___ Provided material

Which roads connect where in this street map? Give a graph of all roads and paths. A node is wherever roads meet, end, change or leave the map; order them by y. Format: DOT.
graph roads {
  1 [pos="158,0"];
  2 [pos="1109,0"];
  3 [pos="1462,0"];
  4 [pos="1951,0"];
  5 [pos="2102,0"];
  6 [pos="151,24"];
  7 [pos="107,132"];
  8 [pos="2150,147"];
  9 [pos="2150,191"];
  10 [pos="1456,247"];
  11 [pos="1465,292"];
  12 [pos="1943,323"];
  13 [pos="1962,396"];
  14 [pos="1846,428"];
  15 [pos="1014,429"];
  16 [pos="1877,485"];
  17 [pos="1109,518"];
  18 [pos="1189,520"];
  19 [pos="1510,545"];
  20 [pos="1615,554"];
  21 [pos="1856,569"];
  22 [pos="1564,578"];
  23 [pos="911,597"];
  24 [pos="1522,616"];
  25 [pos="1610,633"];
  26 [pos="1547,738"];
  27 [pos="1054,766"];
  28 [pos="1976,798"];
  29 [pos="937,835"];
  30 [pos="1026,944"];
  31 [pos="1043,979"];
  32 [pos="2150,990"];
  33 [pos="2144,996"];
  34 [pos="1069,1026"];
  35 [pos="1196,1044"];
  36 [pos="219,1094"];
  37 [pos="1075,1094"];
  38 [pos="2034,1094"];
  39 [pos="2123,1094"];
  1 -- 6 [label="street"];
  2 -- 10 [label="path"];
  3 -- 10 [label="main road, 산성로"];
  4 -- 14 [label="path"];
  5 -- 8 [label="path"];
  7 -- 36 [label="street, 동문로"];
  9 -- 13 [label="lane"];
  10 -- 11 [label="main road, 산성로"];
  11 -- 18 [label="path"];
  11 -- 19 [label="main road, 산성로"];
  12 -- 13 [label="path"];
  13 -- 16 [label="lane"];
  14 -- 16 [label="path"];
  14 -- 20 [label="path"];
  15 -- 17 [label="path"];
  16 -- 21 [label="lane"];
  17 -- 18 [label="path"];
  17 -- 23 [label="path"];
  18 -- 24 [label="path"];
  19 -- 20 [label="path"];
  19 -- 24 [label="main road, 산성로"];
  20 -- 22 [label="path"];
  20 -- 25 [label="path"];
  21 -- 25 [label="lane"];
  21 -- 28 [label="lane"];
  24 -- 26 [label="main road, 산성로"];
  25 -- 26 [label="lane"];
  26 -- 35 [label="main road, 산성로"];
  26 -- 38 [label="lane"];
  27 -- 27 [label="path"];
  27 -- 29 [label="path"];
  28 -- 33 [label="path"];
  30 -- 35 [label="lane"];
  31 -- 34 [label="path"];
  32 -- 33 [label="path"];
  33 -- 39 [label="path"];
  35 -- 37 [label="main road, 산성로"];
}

______

Exercise requirements —
Print the entries exactly. Include every one.

Solution for this problem —
Which roads connect where in this street map? Give a graph of all roads and paths. A node is wherever roads meet, end, change or leave the map; order them by y. Format: DOT.
graph roads {
  1 [pos="158,0"];
  2 [pos="1109,0"];
  3 [pos="1462,0"];
  4 [pos="1951,0"];
  5 [pos="2102,0"];
  6 [pos="151,24"];
  7 [pos="107,132"];
  8 [pos="2150,147"];
  9 [pos="2150,191"];
  10 [pos="1456,247"];
  11 [pos="1465,292"];
  12 [pos="1943,323"];
  13 [pos="1962,396"];
  14 [pos="1846,428"];
  15 [pos="1014,429"];
  16 [pos="1877,485"];
  17 [pos="1109,518"];
  18 [pos="1189,520"];
  19 [pos="1510,545"];
  20 [pos="1615,554"];
  21 [pos="1856,569"];
  22 [pos="1564,578"];
  23 [pos="911,597"];
  24 [pos="1522,616"];
  25 [pos="1610,633"];
  26 [pos="1547,738"];
  27 [pos="1054,766"];
  28 [pos="1976,798"];
  29 [pos="937,835"];
  30 [pos="1026,944"];
  31 [pos="1043,979"];
  32 [pos="2150,990"];
  33 [pos="2144,996"];
  34 [pos="1069,1026"];
  35 [pos="1196,1044"];
  36 [pos="219,1094"];
  37 [pos="1075,1094"];
  38 [pos="2034,1094"];
  39 [pos="2123,1094"];
  1 -- 6 [label="street"];
  2 -- 10 [label="path"];
  3 -- 10 [label="main road, 산성로"];
  4 -- 14 [label="path"];
  5 -- 8 [label="path"];
  7 -- 36 [label="street, 동문로"];
  9 -- 13 [label="lane"];
  10 -- 11 [label="main road, 산성로"];
  11 -- 18 [label="path"];
  11 -- 19 [label="main road, 산성로"];
  12 -- 13 [label="path"];
  13 -- 16 [label="lane"];
  14 -- 16 [label="path"];
  14 -- 20 [label="path"];
  15 -- 17 [label="path"];
  16 -- 21 [label="lane"];
  17 -- 18 [label="path"];
  17 -- 23 [label="path"];
  18 -- 24 [label="path"];
  19 -- 20 [label="path"];
  19 -- 24 [label="main road, 산성로"];
  20 -- 22 [label="path"];
  20 -- 25 [label="path"];
  21 -- 25 [label="lane"];
  21 -- 28 [label="lane"];
  24 -- 26 [label="main road, 산성로"];
  25 -- 26 [label="lane"];
  26 -- 35 [label="main road, 산성로"];
  26 -- 38 [label="lane"];
  27 -- 27 [label="path"];
  27 -- 29 [label="path"];
  28 -- 33 [label="path"];
  30 -- 35 [label="lane"];
  31 -- 34 [label="path"];
  32 -- 33 [label="path"];
  33 -- 39 [label="path"];
  35 -- 37 [label="main road, 산성로"];
}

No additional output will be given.